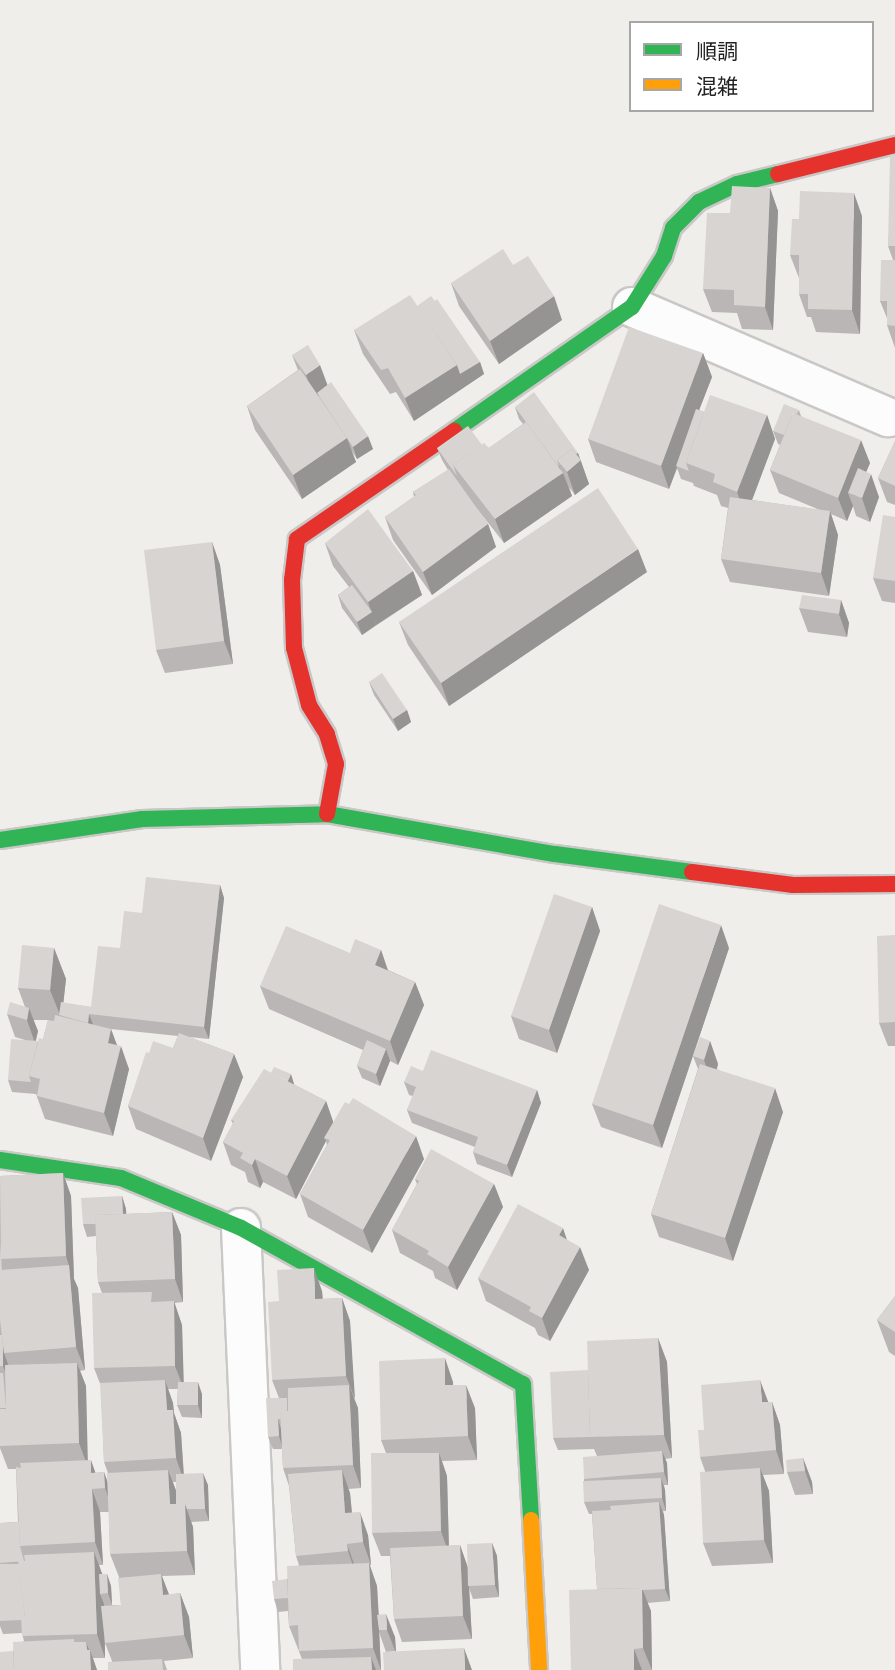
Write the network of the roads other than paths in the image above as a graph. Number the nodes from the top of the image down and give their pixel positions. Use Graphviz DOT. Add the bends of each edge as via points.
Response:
graph roads {
  1 [pos="895,145"];
  2 [pos="632,307"];
  3 [pos="888,417"];
  4 [pos="327,814"];
  5 [pos="0,840"];
  6 [pos="895,884"];
  7 [pos="0,1160"];
  8 [pos="241,1228"];
  9 [pos="260,1670"];
  10 [pos="539,1670"];
  1 -- 2 [label="street" via="737,184 699,202 673,228 664,256"];
  2 -- 3 [label="street"];
  2 -- 4 [label="street" via="297,539 292,580 294,648 309,705 327,734 336,764"];
  4 -- 5 [label="street" via="142,819"];
  4 -- 6 [label="street" via="555,853 793,885"];
  7 -- 8 [label="street" via="121,1178"];
  8 -- 9 [label="street"];
  8 -- 10 [label="street" via="523,1384"];
}
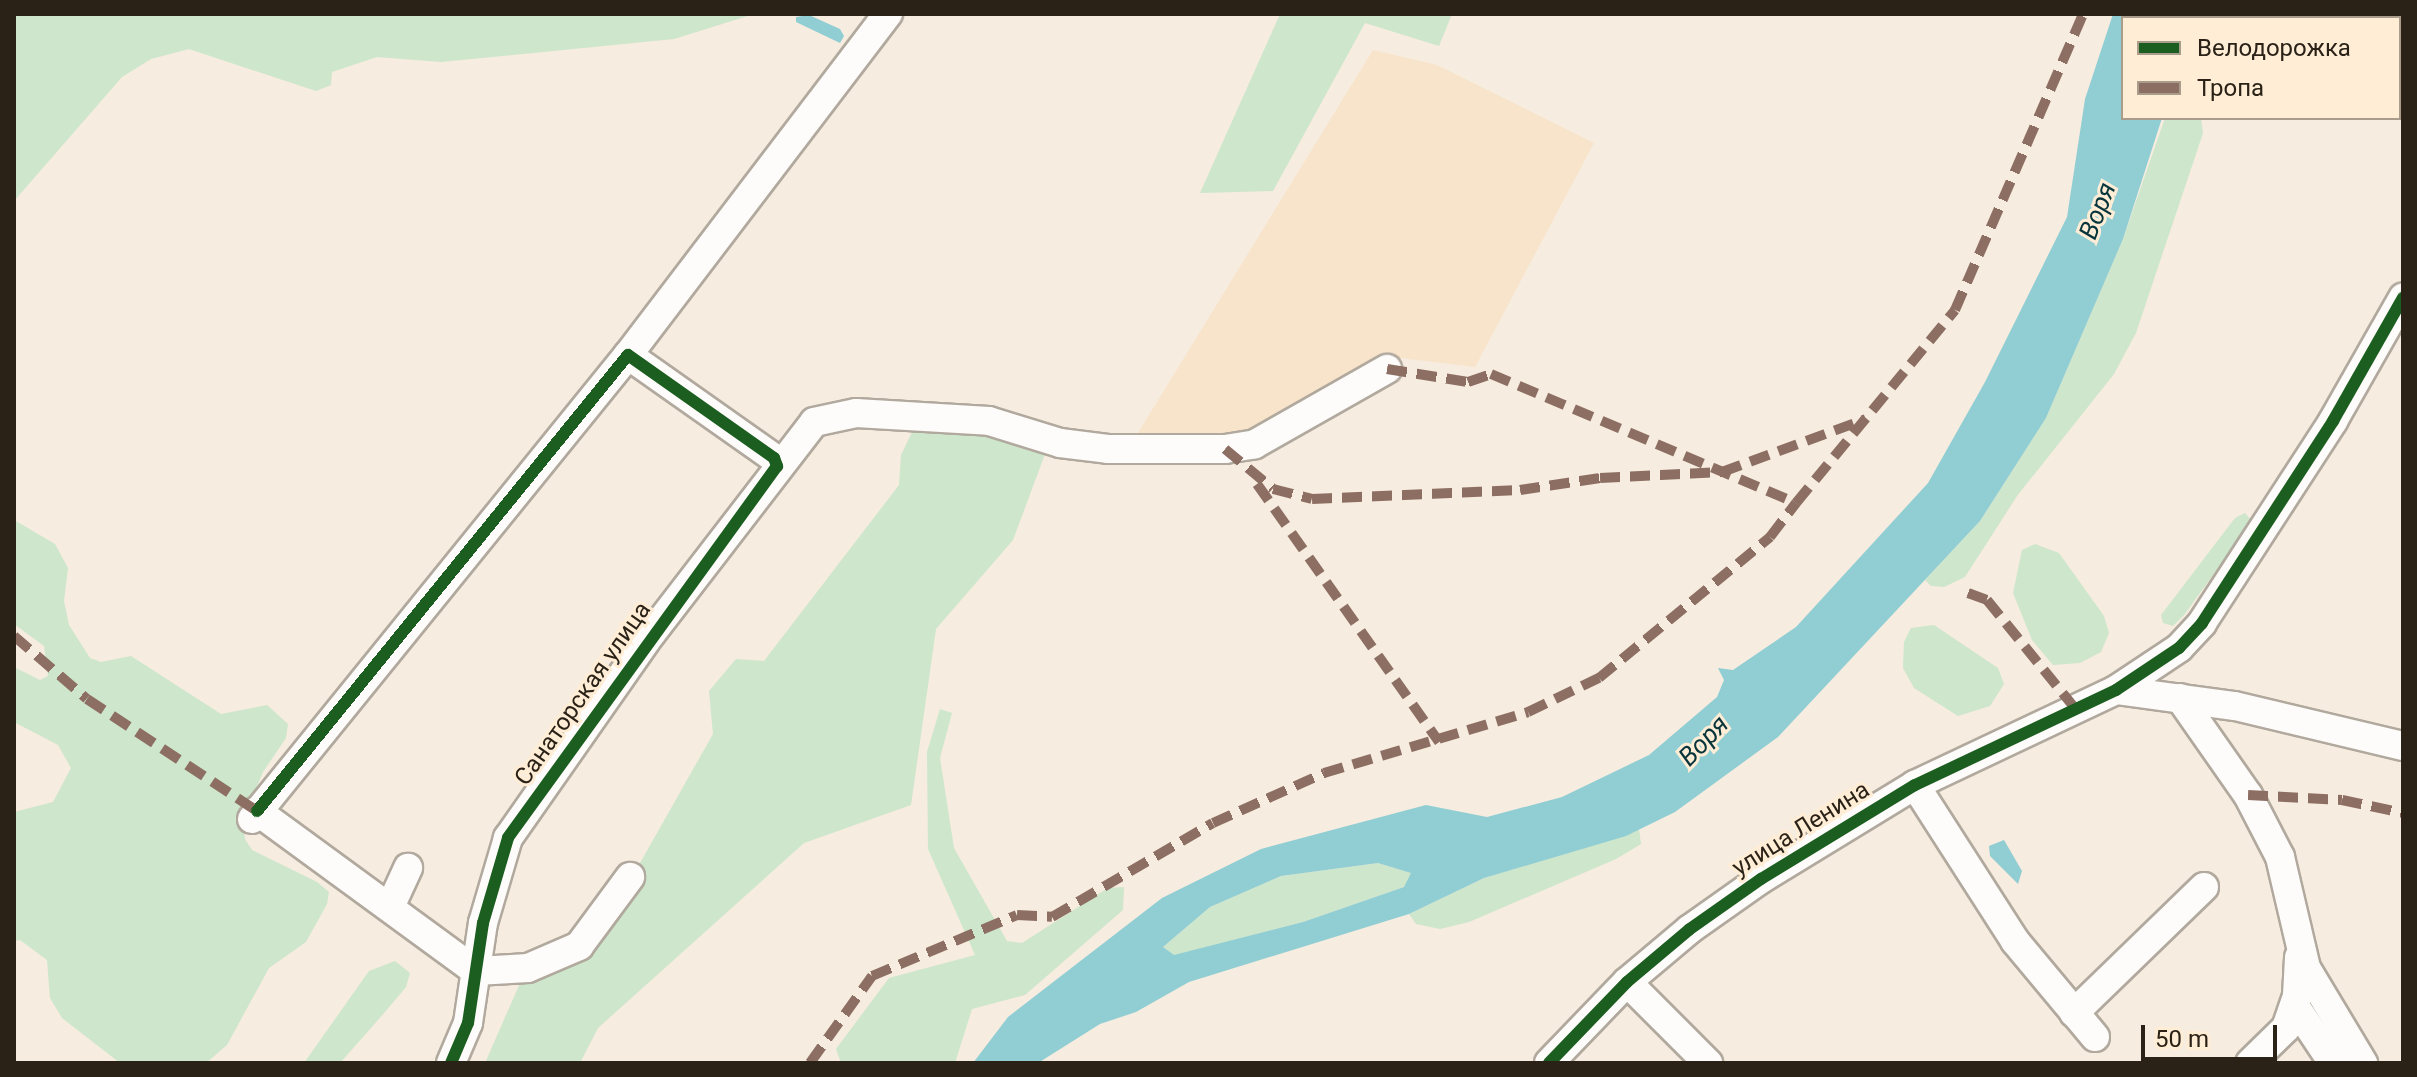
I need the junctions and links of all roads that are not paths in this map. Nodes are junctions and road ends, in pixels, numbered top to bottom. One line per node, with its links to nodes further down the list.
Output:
1 (888, 14): 3 (street)
2 (2403, 298): 6 (street, улица Ленина)
3 (628, 355): 5 (street); 13 (street)
4 (1387, 369): 5 (street, Санаторская улица)
5 (777, 466): 15 (street, Санаторская улица)
6 (2116, 690): 7 (street); 9 (street, улица Ленина)
7 (2180, 698): 8 (street); 14 (street)
8 (2403, 746)
9 (1915, 785): 16 (street, улица Ленина); 18 (street)
10 (408, 868): 13 (street)
11 (630, 877): 15 (street)
12 (2204, 887): 18 (street)
13 (391, 905): 15 (street)
14 (2300, 951): 17 (street); 25 (street)
15 (476, 971): 20 (street, Санаторская улица)
16 (1627, 982): 21 (street, улица Ленина); 22 (street)
17 (2295, 1006): 23 (street); 24 (street)
18 (2074, 1013): 19 (street)
19 (2095, 1037)
20 (451, 1063)
21 (1549, 1063)
22 (1708, 1063)
23 (2250, 1063)
24 (2333, 1063)
25 (2363, 1063)

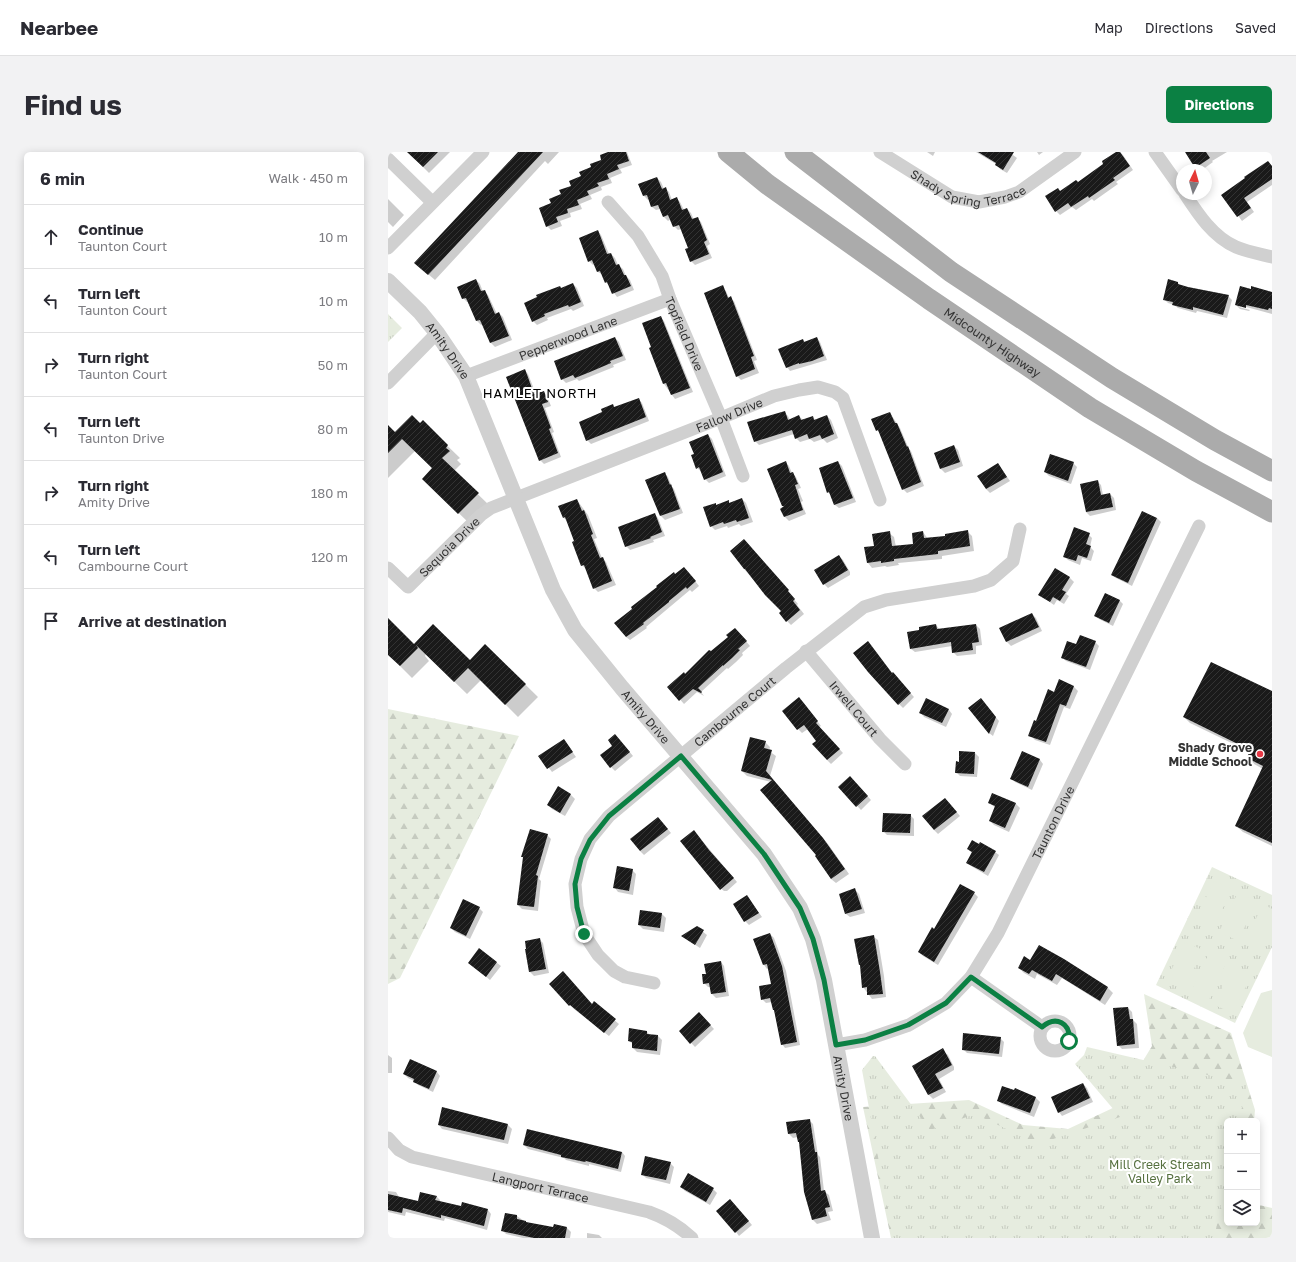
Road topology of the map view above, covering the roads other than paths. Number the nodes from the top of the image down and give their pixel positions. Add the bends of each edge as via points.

★ ★ ★ ★ ★

WHAT THE EXERCISE ASKS ▸ Using the listing above, report each line that mentions the word "nodes".

RESPONSE FOR THIS EXERCISE ▸
Write the network of the roads other than paths in the image above as a graph. Number the nodes from the top of the image down and give their pixel positions. Use Graphviz DOT. Add the bends of each edge as via points.
I need the junctions and links of all roads that are not paths in this map. Nodes are junctions and road ends, in pixels, numbered top to bottom. One line per node, with its links to nodes further down the list.
Road topology of the map view above, covering the roads other than paths. Number the nodes from the top of the image down and give their pixel positions. Add the bends of each edge as via points.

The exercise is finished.